Semantic Web Part III: The Humanity
A couple of weeks ago, I wrote two pieces on Web 3.0: ‘Semantic Web Part I: The Data‘, which covered the way information on the Semantic Web differs from the way we currently access information, and ‘Semantic Web Part II: The Interface‘, which discussed the challenges of processing the extraordinary quantities of information made available through a data-driven framework.
Let’s assume that you’ve read the first two posts and agree with the following basic premises:
- The web of the future will offer information as data that can be manipulated in a virtually infinite number of ways. This may or may not be the RDF framework! But the amount of information and our ability to manipulate it will continue to grow exponentially.
- If people want to be able to elegantly access the richness of this vast realm of data, they will need a means of interacting with it that offers an optimum level of choice.
If you don’t agree with either of those two statements, please let me know below! If you do, though, it’s time to delve further into that second point: a means of interacting with it that offers an optimum level of choice. What this means is that we want people to have unlimited flexibility, accessible in a simple enough manner that people can get their heads around it.
This may sound pretty straightforward, but in reality it’s the next great challenge of the Internet. Remember in Hitchhiker’s Guide to the Galaxy there was that torture machine that showed you the infinite vastness of the universe and your own size relative to it? Fried people’s brains (except Zaphod Beeblebrox—he was just proven to be as great as he always thought he was).
The Web is its own universe, and our minds would likely collapse if we tried to perceive its vastness. Without a meaningful interface and a meaningful filter, we would be utterly lost in information overload. As any artist can tell you, the value of the work lies as much in what is left out as in what is kept in.
The word for what should be kept in and what should be left out is ‘relevance’, and there are nearly as many different approaches to relevance as there are websites. Some people use demographics. Some people use history. Some people use social tagging. Some use contextual recommendations.
VortexDNA’s approach is to use the humanity of the individual.
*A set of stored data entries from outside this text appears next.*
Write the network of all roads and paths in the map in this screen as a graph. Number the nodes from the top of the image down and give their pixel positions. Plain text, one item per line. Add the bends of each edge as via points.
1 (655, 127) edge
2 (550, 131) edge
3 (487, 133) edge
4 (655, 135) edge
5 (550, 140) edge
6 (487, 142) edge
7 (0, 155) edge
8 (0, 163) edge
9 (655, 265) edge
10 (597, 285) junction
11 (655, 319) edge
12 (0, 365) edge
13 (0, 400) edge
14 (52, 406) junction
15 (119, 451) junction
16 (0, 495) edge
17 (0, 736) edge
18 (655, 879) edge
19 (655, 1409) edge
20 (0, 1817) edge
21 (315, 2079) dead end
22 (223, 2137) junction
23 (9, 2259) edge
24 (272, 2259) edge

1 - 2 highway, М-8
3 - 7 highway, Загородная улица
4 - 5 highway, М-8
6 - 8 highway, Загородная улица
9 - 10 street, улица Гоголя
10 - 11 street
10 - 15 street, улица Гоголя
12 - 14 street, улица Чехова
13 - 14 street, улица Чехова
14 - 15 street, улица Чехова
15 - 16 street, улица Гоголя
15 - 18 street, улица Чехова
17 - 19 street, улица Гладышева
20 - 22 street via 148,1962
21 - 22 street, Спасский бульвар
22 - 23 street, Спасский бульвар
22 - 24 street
In reality, we carry our own filters everywhere we go. This can be shown objectively; for example, we can only see a small part of the light spectrum, and we can only hear a tiny fraction of sound waves. Of that tiny fragment that we are capable of perceiving, we only consciously register yet another fraction, and we remember a smaller portion still.
Those limitations on our perception and awareness are not negative things. They are highly necessary boundaries that allow us to process the world we live in. Without them, we would likely go insane.
Our inherent filters also extend to who we are as people. Why do birds of a feather flock together? Because they can all see each other; they’re all using the same filter. I don’t mean ’see’ literally, of course; I mean ‘understand’.
VortexDNA’s technology works with these filters mathematically and brings them online. The same filters that allow us to process the physical world that we live in without losing our minds can be applied to our webworlds.
The Semantic Web can offer a richness of information beyond what our minds are capable of digesting. We place boundaries on how much we can take in by using effective interfaces and external relevance systems. The next step is for us to become the filter, to allow us to see those parts of the Web most aligned with who we are.
Does this sound like a useful framework? Do you believe that you create the world around you? Or is it a bit too airy-fairy for you? Either way, I’d be delighted to hear your thoughts.